No Place Like Soul

After playing instrumental music for eight years, occasionally featuring guest singers, the popular soul/funk jam group Soulive is recreating itself as a vocal-driven quartet with the new addition of the singer Toussaint, who’s previously spent years touring with the reggae group the China Band. For their fourth album, No Place Like Soul, Soulive decided to push themselves further and find out what they are capable of producing with a permanent vocalist in the band.

The results are decidedly successful, though a clear departure from their past work. The new Soulive sounds like an explosively energetic cross between Sly and the Family Stone and the modern island-based band Fiji. No Place Like Soul is the kind of album you throw on in the background at a party when you want to impress people with your eclectic good tastes while still keeping the party rocking.
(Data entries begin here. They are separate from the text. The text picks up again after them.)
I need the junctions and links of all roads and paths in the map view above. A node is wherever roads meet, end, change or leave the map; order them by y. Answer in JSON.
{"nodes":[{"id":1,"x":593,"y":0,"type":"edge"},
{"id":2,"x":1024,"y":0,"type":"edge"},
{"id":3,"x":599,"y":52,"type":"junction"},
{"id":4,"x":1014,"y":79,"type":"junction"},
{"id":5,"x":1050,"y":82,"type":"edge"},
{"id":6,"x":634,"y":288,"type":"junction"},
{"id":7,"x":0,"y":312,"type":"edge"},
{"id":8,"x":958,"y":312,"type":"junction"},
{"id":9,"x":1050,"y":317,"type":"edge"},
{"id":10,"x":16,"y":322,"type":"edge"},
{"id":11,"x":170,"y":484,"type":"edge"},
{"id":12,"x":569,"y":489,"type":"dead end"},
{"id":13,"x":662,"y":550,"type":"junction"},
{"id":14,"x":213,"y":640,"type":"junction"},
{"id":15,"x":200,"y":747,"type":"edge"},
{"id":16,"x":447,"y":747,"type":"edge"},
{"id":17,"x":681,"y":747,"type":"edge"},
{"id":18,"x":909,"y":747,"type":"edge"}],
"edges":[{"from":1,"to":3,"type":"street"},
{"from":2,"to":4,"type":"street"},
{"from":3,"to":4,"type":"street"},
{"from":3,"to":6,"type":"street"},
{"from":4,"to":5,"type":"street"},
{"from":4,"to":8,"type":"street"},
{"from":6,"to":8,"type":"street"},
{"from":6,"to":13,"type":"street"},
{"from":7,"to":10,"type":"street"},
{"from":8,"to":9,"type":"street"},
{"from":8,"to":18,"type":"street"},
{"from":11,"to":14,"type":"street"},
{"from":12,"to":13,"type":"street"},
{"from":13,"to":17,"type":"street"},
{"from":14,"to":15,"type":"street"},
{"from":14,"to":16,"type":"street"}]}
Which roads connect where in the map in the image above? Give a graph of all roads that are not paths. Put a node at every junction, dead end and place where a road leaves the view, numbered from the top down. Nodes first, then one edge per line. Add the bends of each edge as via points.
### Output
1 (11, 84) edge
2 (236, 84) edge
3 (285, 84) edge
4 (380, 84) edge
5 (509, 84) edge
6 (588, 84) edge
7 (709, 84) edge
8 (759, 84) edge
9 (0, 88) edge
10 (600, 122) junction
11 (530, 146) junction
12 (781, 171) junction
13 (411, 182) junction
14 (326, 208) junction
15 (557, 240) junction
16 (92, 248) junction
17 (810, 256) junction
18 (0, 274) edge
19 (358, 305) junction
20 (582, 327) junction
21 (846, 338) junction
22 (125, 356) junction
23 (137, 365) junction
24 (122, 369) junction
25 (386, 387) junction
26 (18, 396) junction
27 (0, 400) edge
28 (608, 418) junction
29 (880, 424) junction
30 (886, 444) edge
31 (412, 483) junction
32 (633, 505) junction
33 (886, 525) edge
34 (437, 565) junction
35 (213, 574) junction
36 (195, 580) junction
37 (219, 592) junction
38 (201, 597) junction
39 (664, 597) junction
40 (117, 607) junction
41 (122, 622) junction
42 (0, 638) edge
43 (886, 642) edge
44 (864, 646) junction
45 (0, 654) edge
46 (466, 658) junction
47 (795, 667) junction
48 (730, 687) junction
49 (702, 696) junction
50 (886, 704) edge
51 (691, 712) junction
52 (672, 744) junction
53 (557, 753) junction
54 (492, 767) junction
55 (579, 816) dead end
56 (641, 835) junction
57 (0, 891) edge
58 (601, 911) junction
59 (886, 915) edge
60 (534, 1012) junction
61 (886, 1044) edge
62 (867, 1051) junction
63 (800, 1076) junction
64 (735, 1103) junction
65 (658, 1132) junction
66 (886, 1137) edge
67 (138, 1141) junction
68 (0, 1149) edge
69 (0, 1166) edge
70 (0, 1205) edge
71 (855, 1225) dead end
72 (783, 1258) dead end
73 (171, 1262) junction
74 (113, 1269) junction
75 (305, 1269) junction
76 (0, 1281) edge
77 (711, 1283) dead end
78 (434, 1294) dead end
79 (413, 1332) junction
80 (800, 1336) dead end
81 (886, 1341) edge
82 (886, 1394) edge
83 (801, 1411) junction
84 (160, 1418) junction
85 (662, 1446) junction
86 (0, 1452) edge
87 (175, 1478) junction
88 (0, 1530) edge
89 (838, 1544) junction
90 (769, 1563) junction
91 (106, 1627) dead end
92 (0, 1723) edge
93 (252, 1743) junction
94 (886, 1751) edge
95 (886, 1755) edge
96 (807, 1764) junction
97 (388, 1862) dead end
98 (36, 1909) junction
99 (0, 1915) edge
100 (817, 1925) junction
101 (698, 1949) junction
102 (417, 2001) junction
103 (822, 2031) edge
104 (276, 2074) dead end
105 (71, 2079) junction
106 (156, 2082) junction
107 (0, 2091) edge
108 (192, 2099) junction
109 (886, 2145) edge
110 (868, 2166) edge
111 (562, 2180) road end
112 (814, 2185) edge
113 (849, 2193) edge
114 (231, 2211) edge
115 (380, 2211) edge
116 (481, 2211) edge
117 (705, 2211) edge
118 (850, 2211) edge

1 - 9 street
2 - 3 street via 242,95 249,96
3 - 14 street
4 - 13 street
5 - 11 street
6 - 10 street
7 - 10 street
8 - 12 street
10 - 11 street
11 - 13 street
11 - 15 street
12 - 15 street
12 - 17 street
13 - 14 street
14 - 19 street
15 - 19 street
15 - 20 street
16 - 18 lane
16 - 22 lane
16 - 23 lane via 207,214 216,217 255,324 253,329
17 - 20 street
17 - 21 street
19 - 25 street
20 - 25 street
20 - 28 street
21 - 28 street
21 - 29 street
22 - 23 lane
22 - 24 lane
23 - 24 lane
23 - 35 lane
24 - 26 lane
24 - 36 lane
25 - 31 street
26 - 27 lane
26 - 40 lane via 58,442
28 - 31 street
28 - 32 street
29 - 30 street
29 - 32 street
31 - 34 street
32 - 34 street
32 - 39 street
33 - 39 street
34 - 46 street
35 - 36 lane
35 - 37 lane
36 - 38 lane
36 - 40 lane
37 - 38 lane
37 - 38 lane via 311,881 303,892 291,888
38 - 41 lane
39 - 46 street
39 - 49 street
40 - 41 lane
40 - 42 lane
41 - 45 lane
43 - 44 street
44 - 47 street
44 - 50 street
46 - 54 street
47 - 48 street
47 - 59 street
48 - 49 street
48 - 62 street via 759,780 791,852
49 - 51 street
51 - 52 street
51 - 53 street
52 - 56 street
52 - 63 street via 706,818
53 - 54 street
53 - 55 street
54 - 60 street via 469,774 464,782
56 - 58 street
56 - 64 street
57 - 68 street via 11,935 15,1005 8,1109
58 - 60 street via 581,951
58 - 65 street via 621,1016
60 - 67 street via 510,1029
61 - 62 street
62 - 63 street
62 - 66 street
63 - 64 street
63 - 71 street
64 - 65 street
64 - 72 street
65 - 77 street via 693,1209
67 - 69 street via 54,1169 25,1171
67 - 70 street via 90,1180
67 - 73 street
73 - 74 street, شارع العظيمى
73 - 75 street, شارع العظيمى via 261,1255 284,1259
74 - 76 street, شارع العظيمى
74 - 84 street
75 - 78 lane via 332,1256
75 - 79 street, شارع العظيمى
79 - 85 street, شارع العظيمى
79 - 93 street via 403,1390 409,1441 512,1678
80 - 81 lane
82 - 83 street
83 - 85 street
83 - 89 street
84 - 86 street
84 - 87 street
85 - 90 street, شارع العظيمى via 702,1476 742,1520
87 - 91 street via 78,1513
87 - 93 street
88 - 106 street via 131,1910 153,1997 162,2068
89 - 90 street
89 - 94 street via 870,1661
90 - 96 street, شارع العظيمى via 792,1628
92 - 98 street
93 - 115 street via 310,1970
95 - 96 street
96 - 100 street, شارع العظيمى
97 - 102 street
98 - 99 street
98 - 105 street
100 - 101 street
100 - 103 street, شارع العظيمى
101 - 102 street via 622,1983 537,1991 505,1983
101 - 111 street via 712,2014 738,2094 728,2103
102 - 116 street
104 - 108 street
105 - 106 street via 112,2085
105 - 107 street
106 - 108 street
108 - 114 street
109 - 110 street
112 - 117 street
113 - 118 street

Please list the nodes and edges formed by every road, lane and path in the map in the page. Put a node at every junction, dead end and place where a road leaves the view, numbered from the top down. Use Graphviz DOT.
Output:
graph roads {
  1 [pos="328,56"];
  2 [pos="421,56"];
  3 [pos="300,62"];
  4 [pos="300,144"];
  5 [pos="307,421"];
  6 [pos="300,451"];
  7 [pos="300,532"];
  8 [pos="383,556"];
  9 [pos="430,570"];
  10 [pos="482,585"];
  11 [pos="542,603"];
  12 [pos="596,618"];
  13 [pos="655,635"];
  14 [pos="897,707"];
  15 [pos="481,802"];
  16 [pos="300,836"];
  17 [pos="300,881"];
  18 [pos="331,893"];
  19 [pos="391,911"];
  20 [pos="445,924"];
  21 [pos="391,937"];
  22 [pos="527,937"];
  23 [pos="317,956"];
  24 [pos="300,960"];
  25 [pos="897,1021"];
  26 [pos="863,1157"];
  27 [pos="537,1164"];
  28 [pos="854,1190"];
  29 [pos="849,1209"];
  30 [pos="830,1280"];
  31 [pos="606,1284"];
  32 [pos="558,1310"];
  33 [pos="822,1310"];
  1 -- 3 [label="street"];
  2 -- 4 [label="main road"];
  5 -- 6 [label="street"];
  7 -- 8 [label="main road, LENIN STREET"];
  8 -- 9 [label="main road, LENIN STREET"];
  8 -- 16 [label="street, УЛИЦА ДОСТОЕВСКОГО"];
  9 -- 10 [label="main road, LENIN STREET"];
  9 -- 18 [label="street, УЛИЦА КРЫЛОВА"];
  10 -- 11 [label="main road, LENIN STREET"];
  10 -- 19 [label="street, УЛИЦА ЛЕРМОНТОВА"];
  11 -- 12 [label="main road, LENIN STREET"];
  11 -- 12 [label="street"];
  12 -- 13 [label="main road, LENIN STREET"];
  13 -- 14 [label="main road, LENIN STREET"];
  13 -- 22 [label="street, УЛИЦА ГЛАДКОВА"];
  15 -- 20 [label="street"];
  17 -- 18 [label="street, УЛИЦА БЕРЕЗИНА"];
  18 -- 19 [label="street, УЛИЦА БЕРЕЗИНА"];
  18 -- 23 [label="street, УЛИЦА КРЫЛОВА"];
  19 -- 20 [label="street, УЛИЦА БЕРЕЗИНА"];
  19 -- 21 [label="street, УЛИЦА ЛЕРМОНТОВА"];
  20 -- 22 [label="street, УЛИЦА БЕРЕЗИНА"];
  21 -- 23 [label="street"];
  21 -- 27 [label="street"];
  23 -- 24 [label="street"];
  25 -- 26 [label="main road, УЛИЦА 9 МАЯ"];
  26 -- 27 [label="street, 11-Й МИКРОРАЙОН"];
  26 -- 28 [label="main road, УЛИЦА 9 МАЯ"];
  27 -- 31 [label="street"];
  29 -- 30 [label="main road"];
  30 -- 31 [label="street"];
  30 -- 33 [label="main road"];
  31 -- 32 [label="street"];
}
As Toussaint’s energetic vocals implore in the funky song Morning Light: “Dance to the morning light!” What guest would feel the urge to defy his instructions, especially when accompanied by such a smooth beat?

The drums and the organ, provided by brothers Alan and Neal Evans (respectively), along with the guitar by Eric Krasno and vocals by Toussaint mix together so seamlessly it’s hard to imagine that this is Toussaint’s first collaboration with the rest of the group. The album makes its way through several types of music, from reggae/hip-hop to sweetly crooned love songs, still maintaining a clear funk vibe throughout. No Place Like Soul is the rare album that can be comfortably played straight through or on shuffle and still keep an even flow.

No Place Like Soul also marks the 50th anniversary of Stax Records and is the first release from one of the three bands newly signed to the label. The other two are Angie Stone and Isaac Hayes.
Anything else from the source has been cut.